**DATASET EXTRACT:**
----------

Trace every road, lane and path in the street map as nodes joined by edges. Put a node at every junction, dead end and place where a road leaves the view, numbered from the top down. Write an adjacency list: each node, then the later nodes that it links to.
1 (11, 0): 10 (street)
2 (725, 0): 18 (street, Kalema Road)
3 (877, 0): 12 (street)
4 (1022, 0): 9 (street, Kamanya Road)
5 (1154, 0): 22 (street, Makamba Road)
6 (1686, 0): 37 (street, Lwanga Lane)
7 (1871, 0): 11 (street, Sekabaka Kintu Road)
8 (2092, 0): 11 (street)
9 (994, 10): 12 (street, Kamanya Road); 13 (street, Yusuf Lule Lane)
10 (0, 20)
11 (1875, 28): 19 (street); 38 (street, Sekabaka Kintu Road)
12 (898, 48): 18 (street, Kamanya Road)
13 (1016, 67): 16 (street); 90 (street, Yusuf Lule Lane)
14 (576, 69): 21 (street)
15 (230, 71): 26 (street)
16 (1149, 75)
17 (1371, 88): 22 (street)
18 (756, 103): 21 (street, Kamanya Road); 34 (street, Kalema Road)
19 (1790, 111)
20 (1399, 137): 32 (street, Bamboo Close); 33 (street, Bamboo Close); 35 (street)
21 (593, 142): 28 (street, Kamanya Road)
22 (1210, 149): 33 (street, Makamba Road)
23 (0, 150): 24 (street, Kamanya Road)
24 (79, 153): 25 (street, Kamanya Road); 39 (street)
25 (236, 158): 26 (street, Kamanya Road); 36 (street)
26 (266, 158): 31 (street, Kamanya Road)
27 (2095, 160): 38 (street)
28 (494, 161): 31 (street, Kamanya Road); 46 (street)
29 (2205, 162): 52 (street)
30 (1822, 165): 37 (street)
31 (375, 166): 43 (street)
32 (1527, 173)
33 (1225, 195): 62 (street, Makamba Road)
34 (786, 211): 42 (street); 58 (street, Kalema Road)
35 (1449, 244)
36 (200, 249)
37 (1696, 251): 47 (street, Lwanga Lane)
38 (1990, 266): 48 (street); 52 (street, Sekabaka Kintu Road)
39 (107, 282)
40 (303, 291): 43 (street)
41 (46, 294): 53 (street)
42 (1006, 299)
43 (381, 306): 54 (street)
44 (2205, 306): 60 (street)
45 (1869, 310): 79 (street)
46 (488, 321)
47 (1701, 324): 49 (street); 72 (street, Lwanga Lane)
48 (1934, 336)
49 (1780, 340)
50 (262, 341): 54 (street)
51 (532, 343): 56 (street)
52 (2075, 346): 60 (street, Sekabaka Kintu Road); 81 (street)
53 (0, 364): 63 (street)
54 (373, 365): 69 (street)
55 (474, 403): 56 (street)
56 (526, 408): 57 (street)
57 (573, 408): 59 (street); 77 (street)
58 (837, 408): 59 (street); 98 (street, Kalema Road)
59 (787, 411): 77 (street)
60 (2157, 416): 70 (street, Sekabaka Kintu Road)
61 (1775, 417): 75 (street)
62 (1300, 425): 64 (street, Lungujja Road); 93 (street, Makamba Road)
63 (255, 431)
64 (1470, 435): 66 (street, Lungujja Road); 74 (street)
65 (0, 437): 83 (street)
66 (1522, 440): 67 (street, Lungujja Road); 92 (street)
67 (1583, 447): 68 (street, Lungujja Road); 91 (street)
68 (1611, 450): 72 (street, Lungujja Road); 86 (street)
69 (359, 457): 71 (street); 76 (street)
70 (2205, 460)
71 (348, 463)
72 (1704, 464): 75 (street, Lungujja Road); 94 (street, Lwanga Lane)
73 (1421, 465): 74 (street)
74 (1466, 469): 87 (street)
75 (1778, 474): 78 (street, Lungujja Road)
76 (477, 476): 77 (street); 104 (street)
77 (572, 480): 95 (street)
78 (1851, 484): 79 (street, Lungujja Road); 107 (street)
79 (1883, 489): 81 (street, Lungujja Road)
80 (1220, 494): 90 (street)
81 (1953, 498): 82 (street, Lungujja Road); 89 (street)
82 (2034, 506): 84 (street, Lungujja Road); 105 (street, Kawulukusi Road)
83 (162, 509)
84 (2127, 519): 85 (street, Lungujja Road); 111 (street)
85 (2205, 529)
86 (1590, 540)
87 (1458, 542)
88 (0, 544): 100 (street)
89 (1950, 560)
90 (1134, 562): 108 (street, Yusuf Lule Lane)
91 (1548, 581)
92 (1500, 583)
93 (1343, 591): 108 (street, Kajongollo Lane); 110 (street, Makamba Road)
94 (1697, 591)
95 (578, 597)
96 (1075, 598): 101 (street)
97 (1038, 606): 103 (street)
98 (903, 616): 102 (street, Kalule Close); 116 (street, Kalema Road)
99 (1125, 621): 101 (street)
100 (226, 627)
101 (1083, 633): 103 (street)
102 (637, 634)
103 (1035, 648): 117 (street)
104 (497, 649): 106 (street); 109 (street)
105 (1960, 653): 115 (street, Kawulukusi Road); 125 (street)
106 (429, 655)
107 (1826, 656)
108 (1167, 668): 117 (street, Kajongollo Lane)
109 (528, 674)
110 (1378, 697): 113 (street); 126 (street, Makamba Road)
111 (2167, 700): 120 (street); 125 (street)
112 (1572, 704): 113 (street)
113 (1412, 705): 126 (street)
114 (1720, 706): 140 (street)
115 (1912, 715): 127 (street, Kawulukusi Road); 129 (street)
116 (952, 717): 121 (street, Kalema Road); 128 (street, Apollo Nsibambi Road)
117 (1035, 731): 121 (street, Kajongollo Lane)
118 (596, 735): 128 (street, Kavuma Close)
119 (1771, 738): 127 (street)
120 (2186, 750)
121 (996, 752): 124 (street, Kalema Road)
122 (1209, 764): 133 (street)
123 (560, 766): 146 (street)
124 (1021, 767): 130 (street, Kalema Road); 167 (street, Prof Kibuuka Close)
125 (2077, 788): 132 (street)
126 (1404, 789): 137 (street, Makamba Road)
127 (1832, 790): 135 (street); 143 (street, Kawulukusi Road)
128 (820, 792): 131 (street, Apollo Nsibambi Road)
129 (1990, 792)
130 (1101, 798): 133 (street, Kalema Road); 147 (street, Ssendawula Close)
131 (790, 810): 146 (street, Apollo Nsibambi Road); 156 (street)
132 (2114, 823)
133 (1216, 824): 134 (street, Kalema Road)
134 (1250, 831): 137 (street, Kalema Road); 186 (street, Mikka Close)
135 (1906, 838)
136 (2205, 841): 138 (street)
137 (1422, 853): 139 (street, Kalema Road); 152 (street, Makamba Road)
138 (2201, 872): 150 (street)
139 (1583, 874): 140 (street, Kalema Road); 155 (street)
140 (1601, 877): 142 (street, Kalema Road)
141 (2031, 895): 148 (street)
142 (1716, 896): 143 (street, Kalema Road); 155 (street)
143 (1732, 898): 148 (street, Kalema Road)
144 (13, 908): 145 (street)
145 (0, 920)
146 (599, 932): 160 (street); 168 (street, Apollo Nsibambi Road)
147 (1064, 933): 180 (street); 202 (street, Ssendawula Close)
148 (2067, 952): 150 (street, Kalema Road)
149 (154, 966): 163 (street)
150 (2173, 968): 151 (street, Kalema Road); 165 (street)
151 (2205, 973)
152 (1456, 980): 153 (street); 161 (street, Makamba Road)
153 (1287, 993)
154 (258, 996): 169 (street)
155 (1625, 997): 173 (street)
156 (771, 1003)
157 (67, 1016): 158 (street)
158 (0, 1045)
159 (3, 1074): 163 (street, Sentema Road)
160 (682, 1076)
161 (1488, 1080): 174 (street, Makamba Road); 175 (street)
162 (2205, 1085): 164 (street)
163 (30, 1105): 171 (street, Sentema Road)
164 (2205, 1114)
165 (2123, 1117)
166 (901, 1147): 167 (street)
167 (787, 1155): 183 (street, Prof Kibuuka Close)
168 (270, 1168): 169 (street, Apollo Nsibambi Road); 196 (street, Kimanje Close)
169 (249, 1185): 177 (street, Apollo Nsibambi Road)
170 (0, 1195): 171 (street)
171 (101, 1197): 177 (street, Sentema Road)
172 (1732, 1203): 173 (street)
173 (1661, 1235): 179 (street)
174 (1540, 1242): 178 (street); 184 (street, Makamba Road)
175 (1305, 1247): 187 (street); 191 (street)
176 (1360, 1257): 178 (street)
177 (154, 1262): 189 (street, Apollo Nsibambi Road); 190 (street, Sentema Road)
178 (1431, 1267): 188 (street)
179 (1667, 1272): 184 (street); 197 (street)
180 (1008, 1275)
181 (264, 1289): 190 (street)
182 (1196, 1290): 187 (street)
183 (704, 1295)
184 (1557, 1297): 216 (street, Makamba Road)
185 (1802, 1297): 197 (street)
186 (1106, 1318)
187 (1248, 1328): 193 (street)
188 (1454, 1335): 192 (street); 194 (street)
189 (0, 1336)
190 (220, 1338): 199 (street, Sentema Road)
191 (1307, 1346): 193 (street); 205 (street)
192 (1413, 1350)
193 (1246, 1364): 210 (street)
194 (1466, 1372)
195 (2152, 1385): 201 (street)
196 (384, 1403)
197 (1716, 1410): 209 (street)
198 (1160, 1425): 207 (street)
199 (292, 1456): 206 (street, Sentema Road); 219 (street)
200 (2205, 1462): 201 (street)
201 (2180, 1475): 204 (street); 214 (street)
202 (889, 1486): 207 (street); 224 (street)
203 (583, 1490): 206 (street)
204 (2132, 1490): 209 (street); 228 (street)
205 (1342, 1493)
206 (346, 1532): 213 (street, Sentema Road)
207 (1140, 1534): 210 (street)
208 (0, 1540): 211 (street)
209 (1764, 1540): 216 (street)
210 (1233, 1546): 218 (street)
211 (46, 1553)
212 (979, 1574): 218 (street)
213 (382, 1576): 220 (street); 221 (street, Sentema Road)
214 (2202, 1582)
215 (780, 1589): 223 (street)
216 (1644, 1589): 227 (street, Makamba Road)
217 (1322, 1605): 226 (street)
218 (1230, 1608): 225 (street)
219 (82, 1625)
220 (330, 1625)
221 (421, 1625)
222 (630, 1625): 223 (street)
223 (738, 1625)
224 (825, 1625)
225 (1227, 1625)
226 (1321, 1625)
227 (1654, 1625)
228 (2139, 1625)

----------

**PROBLEM TO WORK ON:**
The lines to return are those holding the string "Sekabaka" anywhere in the listing above.

**PROBLEM SOLUTION:**
7 (1871, 0): 11 (street, Sekabaka Kintu Road)
11 (1875, 28): 19 (street); 38 (street, Sekabaka Kintu Road)
38 (1990, 266): 48 (street); 52 (street, Sekabaka Kintu Road)
52 (2075, 346): 60 (street, Sekabaka Kintu Road); 81 (street)
60 (2157, 416): 70 (street, Sekabaka Kintu Road)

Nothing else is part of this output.